Screened as part of NZIFF 2004

Spike Jonze Rarities 

Directed by Spike Jonze

USA
58 minutes DigiBeta

Director

Spike Jonze was born Adam Spiegel in 1969 and first rose to prominence within the Californian skateboarding subculture in the late 1980s. His skateboarding films led to the creation of ultra-low-budget videos for local bands, and as his proficiency and range increased, so did his profile, leading to work with the Beastie Boys, The Breeders, Björk, The Chemical Brothers and Weezer. 

Jonze’s music video output has been extremely diverse, ranging from experimental effects-driven films (The Pharcyde’s reverse-motion ‘Drop’, the indelible slo-mo man-on-fire video for Wax’s ‘California’), through trashy parodies (the immortal ‘Sabotage’, for the Beastie Boys, Weezer’s Happy Days homage ‘Buddy Holly’) to completely unexpected films that take the music video form into unexplored areas (the Torrance Community Dance Group collaboration ‘Praise You’, and Big City Nights, the short narrative film that, almost incidentally, doubles as the video for Daft Punk’s ‘Da Funk’). 

In the course of his music video career he also demonstrated an affection for classic Hollywood forms (notably the musical, evoked in both ‘It’s Oh So Quiet’ and ‘Weapon of Choice’) and an impressive facility with relatively straightforward narratives. Big City Nights is an effective short film with a persuasive sense of character, and ‘Elektrobank’ (starring then-partner Sofia Coppola) condenses a feature’s worth of teenage melodrama into a few compelling minutes. Jonze’s two feature films to date, Being John Malkovich and Adaptation, combine those storytelling skills with the smart-alecky self-referentiality of his more playful videos. 

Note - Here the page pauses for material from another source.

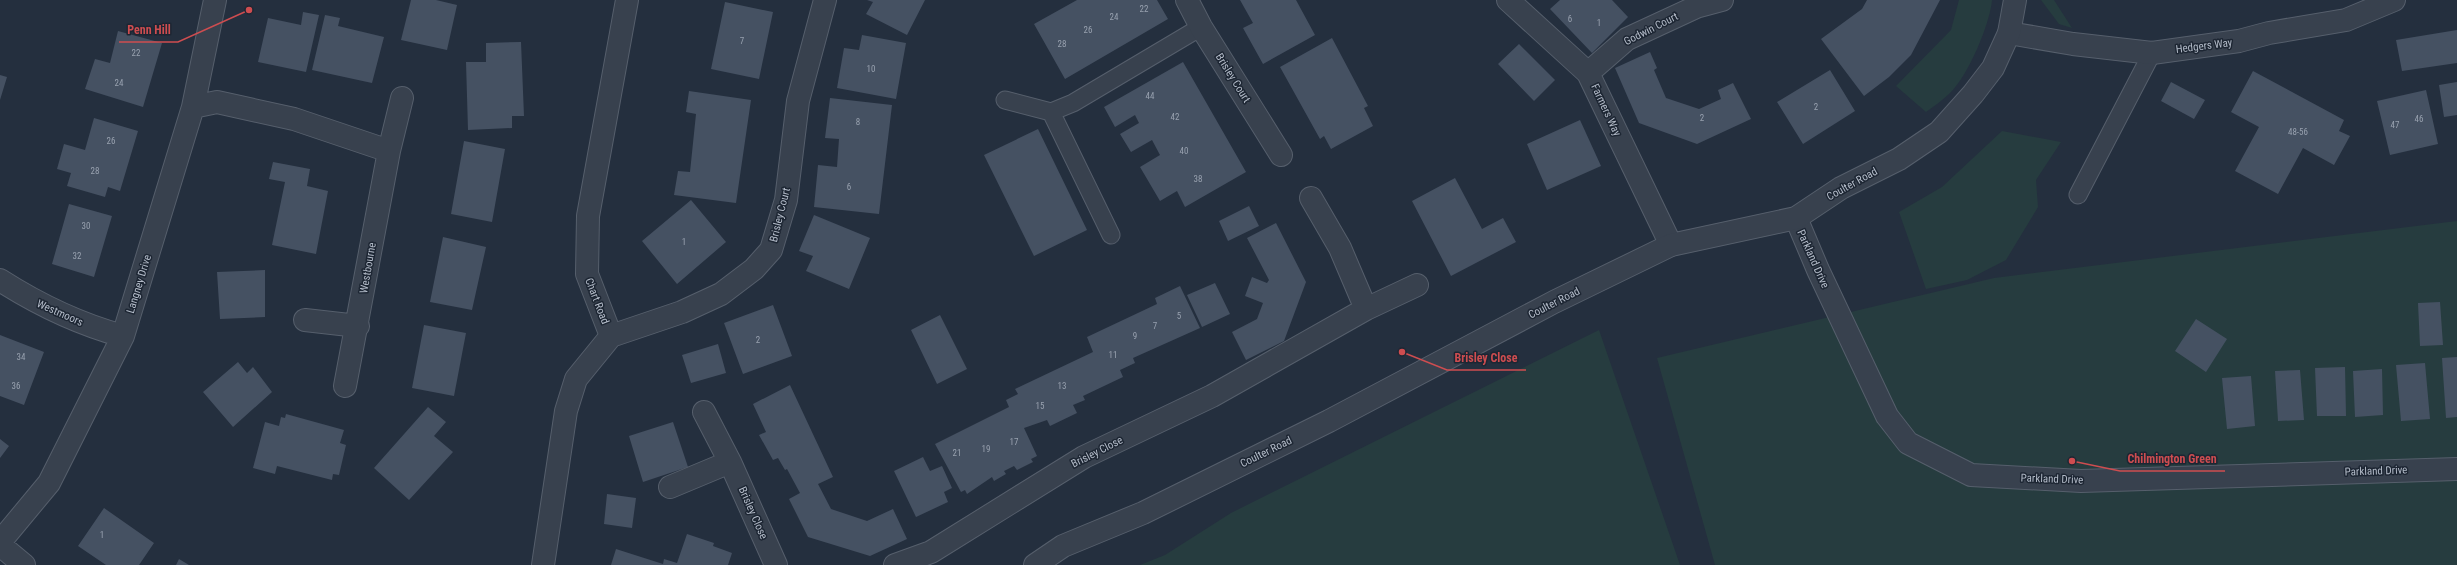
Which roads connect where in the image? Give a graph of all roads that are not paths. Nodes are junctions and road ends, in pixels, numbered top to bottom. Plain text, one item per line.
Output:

This programme of films sidesteps his better-known music videos in favour of various underexposed side-projects: a documentary following the aftermath of one of his most famous videos, a celebrity commentary on another, videos that were banned, and one that was never made in the first place. — Andrew Langridge

Big Train – Mike Watt (1995, 3 mins), Five Stop Mother Superior Rain – The Flaming Lips (1995, 6 mins), The Oasis Video That Never Happened (1997, 6 mins), Torrance Rises (1999, 34 mins), Weapon of Choice – Fatboy Slim (2000, 4 mins)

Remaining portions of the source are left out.